What to produce –
Going through the data below, tally every line where the string "each" occurs, then give only the tally.

Data extracts –
====
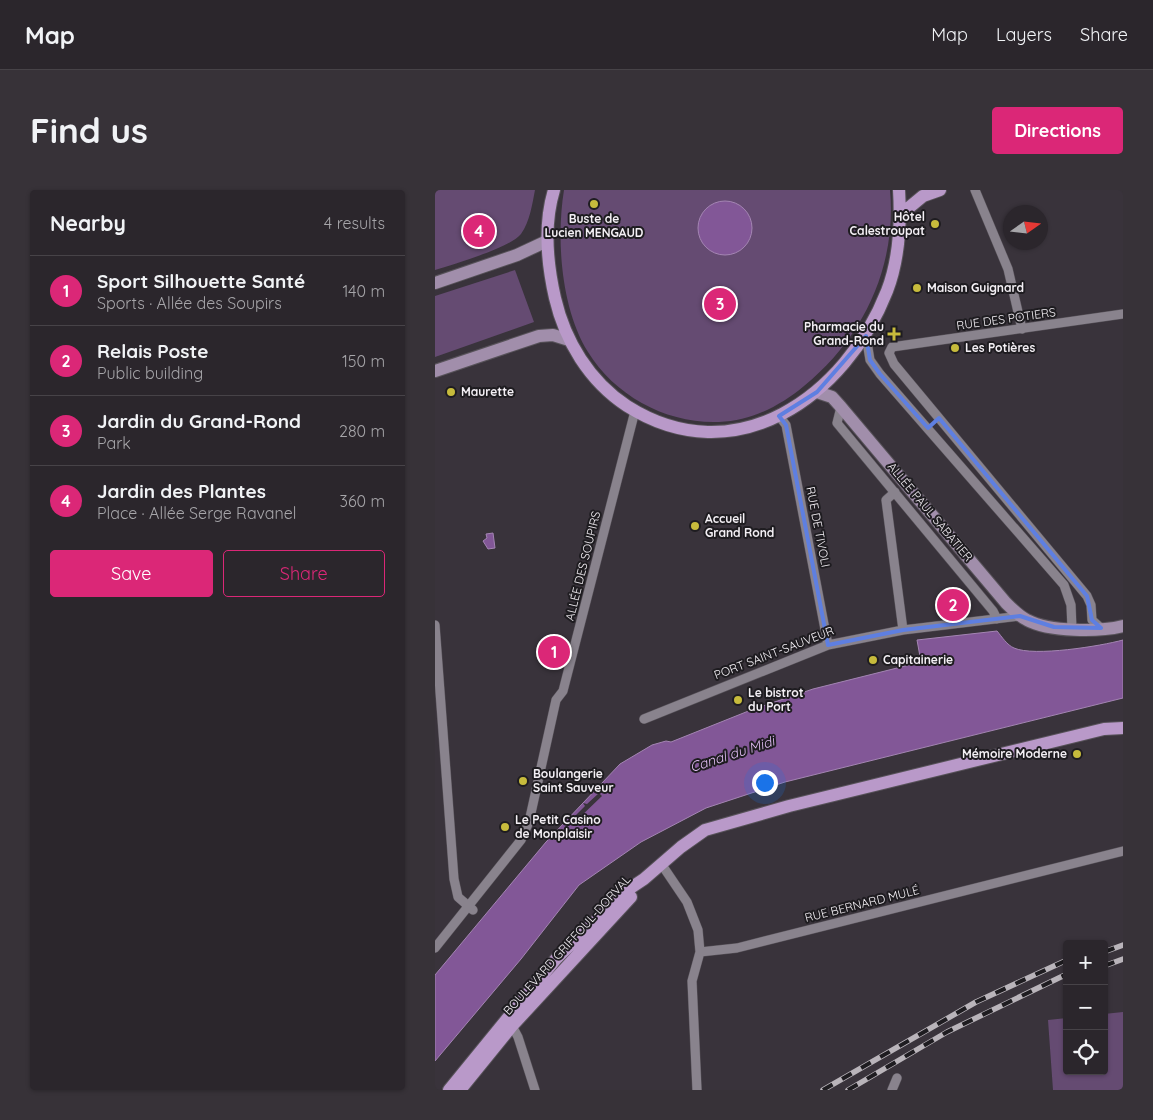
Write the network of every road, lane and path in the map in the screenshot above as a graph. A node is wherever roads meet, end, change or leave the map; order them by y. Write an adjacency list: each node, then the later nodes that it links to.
====
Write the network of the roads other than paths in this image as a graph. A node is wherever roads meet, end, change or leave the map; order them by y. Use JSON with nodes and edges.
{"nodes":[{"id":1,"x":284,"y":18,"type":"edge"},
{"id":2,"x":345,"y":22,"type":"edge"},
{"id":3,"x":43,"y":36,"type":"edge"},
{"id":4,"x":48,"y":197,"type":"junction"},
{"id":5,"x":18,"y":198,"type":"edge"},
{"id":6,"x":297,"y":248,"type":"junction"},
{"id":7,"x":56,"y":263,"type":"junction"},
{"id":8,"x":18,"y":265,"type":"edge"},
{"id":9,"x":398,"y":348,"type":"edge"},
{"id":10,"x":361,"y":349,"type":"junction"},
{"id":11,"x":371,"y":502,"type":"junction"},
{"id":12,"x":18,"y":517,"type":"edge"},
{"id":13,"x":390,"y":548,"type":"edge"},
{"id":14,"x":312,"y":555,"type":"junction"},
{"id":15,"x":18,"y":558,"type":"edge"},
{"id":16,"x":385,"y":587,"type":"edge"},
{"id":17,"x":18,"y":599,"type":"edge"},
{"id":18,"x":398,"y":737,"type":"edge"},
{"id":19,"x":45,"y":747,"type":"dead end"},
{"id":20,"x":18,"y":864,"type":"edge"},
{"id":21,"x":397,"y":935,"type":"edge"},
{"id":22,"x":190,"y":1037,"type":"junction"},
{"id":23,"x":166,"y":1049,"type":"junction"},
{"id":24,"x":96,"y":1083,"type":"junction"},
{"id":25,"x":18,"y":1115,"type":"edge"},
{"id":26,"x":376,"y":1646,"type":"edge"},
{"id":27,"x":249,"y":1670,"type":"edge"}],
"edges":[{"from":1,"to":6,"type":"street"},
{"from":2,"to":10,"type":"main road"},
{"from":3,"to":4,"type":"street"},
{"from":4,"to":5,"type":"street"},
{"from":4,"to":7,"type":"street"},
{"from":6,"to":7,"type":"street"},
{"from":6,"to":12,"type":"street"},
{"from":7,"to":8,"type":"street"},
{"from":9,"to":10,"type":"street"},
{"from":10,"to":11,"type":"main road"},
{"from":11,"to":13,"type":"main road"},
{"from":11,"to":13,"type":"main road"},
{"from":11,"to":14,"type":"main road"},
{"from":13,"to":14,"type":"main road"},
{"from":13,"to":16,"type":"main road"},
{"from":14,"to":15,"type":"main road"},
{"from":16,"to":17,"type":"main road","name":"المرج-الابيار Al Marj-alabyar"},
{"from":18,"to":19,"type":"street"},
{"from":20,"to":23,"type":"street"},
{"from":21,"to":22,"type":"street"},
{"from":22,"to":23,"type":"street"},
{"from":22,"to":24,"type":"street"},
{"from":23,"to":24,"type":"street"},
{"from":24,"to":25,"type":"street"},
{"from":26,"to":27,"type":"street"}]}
====
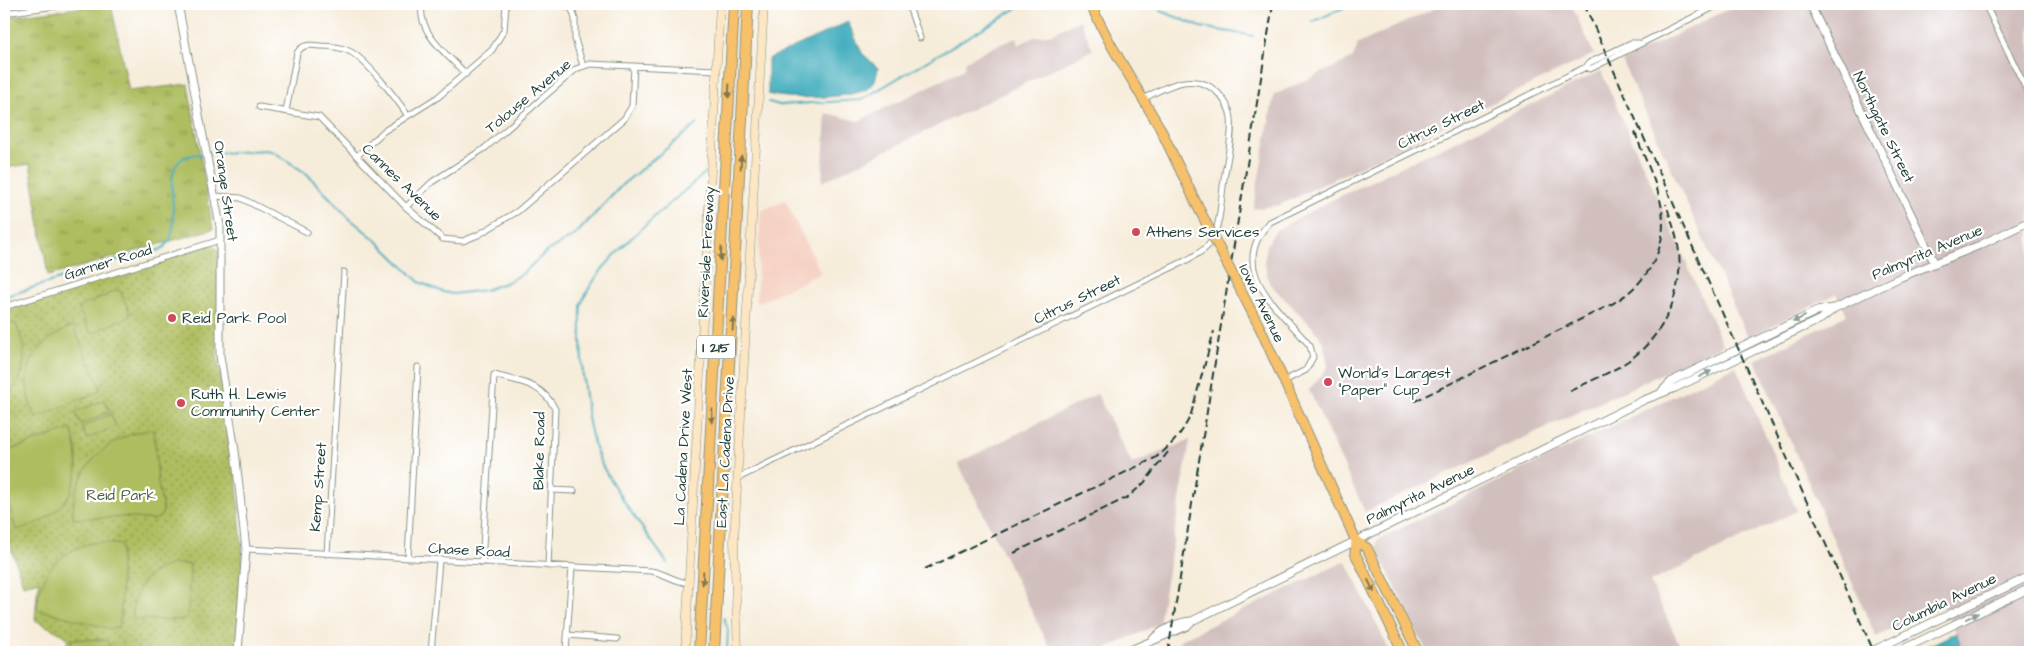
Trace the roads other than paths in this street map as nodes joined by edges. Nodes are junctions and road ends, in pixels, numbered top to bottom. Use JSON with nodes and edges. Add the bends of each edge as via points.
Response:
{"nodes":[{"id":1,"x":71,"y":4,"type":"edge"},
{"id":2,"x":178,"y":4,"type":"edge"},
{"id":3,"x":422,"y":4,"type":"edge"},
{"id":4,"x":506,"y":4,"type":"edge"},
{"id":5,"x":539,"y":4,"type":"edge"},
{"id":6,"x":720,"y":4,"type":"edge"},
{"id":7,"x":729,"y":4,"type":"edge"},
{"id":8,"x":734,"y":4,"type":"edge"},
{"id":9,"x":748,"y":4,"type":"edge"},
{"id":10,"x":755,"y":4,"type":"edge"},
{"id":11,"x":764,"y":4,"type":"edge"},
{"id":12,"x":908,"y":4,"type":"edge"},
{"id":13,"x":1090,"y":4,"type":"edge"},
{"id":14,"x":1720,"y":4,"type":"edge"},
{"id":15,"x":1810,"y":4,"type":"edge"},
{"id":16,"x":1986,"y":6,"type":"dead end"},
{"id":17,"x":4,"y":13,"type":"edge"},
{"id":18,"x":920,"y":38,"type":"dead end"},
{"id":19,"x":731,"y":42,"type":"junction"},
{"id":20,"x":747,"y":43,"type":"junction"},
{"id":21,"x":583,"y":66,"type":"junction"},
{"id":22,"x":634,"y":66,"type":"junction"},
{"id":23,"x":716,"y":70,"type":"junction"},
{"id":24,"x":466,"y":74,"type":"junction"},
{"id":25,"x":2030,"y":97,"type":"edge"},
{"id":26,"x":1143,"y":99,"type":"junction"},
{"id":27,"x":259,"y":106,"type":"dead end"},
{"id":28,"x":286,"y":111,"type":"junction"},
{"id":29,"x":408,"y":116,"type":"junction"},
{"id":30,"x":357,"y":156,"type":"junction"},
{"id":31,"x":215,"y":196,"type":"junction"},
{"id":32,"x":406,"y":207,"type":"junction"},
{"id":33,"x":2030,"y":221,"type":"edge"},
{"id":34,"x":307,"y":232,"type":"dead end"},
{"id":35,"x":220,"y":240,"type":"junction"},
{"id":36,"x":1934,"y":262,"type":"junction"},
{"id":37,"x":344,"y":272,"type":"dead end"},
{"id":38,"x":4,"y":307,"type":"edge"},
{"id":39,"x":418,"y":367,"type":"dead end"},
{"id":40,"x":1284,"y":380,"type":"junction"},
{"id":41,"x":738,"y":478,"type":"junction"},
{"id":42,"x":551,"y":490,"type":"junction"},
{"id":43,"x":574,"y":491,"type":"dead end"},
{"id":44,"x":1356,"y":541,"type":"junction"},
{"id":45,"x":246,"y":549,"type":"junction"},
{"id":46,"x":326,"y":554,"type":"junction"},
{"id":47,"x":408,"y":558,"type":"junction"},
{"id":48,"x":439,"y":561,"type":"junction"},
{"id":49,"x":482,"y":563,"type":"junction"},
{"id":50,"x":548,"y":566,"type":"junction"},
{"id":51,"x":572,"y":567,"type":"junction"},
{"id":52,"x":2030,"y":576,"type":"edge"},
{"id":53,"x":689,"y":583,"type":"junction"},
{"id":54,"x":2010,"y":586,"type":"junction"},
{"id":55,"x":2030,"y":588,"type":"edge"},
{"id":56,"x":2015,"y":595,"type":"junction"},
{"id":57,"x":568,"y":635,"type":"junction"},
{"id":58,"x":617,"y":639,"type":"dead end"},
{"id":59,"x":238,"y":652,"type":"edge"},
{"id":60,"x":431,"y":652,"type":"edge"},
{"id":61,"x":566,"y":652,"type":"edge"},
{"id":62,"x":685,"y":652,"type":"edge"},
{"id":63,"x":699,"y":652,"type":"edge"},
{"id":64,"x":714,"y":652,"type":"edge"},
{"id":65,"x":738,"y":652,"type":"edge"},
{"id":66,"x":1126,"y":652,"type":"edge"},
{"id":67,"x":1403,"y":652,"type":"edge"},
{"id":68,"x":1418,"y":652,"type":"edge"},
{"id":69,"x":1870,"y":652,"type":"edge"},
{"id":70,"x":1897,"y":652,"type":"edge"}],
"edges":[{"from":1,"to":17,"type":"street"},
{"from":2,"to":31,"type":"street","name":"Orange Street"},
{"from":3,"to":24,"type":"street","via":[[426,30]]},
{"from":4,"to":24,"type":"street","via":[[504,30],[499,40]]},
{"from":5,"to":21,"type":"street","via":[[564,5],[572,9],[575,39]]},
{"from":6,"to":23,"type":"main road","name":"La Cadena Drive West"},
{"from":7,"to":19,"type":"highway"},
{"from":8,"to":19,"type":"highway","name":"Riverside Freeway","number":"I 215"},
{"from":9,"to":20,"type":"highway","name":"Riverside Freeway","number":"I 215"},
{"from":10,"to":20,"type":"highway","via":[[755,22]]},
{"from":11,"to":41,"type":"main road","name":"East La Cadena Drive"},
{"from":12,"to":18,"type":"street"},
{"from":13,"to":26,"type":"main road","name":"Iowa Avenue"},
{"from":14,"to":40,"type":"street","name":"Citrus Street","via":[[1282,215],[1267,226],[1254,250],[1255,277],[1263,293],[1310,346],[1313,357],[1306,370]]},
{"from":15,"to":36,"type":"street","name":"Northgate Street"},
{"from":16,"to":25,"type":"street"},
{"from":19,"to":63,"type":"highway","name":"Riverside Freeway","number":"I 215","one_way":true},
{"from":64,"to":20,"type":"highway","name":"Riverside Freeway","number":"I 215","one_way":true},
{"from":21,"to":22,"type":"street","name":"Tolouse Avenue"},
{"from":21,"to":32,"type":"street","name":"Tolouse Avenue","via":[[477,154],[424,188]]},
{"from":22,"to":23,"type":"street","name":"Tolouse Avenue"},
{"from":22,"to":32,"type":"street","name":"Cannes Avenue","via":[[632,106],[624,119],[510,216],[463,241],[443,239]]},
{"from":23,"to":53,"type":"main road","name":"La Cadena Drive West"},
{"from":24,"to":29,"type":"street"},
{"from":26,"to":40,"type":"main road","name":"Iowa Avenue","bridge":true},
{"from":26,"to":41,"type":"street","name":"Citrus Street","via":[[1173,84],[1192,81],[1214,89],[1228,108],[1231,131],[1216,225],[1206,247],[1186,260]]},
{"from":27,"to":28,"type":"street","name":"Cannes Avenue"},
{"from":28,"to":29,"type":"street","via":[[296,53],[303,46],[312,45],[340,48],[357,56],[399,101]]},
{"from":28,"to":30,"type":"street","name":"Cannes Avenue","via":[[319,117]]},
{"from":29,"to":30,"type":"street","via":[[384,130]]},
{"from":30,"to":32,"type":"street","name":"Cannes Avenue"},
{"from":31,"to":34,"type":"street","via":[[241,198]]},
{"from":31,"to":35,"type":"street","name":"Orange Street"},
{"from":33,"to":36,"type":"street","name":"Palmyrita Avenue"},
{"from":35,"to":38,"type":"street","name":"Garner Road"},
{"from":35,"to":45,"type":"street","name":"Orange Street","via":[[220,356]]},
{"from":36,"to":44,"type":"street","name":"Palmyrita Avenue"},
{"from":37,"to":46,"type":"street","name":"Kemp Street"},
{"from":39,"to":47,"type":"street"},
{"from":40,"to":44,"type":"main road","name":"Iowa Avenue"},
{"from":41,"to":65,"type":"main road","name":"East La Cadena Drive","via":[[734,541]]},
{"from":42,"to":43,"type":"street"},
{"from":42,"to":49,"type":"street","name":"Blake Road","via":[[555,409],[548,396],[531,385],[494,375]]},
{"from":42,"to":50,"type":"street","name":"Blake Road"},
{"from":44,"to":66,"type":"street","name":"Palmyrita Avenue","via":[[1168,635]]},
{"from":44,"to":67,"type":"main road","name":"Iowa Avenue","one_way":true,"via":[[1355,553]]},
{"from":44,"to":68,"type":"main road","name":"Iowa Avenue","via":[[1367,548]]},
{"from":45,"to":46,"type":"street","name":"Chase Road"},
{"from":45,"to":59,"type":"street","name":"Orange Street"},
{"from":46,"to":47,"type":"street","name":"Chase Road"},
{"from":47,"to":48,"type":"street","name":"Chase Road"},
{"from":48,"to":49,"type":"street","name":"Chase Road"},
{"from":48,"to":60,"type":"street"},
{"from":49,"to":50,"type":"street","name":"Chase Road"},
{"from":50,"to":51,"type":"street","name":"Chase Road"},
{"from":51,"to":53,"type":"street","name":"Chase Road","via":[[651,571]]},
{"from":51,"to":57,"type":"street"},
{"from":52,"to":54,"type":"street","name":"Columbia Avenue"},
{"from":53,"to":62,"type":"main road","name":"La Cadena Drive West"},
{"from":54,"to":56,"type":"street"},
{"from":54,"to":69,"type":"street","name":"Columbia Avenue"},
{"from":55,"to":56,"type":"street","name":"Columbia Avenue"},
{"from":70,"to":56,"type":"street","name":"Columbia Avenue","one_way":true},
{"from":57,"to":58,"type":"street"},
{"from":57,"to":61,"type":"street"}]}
====
Solution to this task –
2